### SUPPLIED DATA
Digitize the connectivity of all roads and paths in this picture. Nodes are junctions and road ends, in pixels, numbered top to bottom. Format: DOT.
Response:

---

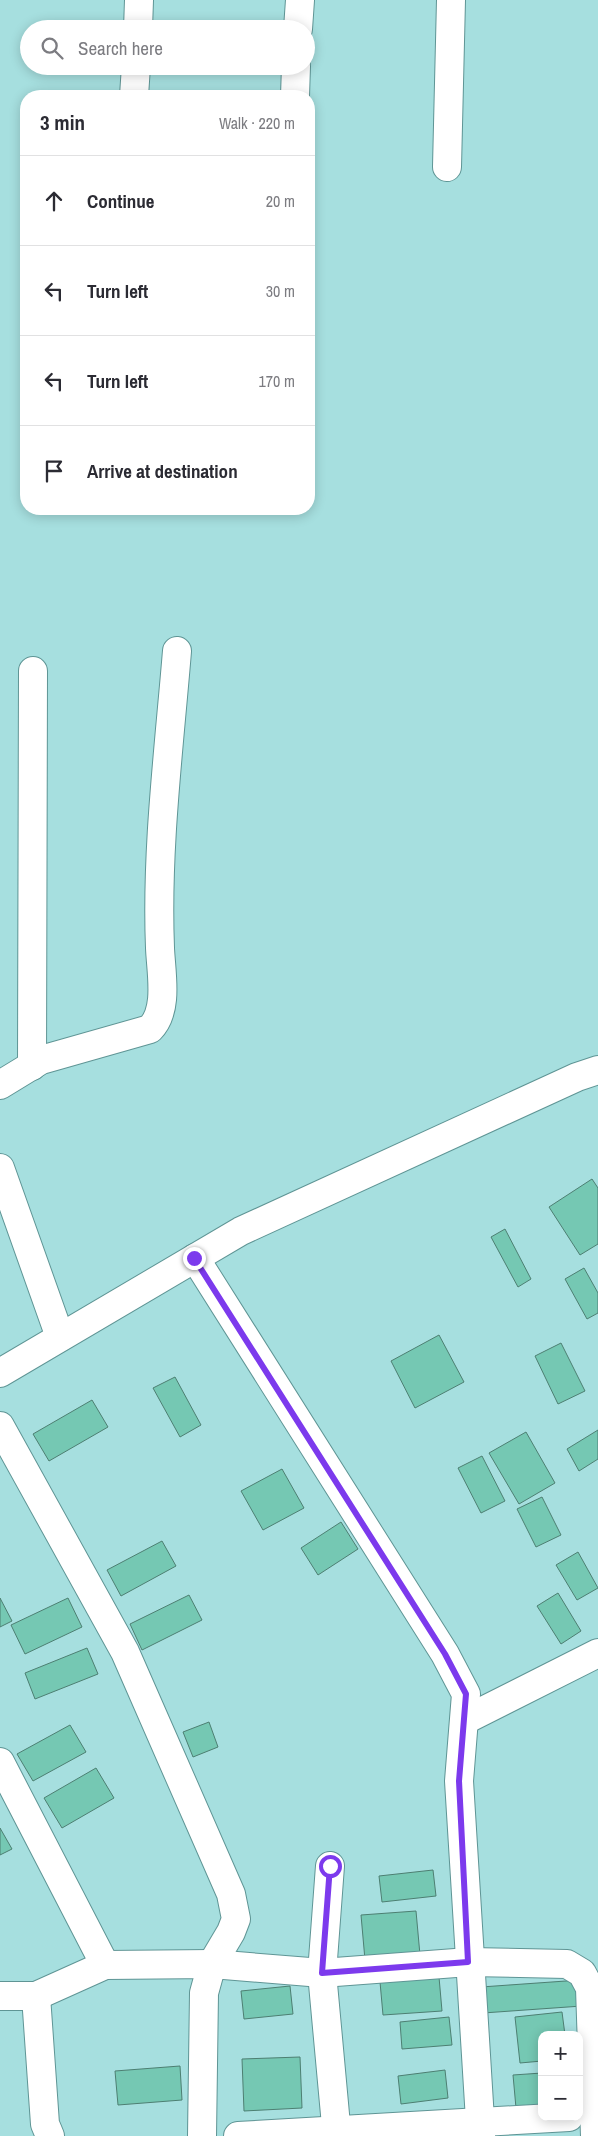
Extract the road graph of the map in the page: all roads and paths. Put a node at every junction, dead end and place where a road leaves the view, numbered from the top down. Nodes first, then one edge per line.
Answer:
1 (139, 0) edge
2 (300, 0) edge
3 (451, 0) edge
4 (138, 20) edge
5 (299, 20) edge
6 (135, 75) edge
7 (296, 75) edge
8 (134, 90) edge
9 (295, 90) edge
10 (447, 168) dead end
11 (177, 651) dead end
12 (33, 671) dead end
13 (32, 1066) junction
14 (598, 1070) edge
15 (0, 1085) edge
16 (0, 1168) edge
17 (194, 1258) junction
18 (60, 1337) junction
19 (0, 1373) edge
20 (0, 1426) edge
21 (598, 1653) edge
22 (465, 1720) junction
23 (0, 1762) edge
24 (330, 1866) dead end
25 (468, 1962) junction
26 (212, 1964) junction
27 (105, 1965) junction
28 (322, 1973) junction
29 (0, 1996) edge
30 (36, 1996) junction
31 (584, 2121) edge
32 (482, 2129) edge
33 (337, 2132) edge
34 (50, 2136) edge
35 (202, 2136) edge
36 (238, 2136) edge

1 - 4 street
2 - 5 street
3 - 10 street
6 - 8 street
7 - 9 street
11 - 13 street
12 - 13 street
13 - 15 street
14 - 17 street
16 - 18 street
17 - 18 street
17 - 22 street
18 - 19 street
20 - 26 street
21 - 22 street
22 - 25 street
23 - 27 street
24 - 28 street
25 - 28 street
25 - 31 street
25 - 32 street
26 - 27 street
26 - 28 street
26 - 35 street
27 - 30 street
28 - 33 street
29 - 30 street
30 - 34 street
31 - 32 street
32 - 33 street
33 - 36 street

* * *

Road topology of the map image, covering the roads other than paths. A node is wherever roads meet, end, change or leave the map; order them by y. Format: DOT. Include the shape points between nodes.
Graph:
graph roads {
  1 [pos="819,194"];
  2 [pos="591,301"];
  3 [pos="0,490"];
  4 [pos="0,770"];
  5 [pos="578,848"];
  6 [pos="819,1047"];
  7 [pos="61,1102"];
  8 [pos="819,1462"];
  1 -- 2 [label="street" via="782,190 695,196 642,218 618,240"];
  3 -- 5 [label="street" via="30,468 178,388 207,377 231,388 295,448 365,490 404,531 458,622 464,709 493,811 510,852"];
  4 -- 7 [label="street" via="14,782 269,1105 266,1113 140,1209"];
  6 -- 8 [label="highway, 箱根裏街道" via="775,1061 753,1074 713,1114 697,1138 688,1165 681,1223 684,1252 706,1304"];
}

### EXERCISE DESCRIPTION
When the string "Format" appears in a line of the records above, that line is to be copied.

### RESPONSE TO THE EXERCISE
Digitize the connectivity of all roads and paths in this picture. Nodes are junctions and road ends, in pixels, numbered top to bottom. Format: DOT.
Road topology of the map image, covering the roads other than paths. A node is wherever roads meet, end, change or leave the map; order them by y. Format: DOT. Include the shape points between nodes.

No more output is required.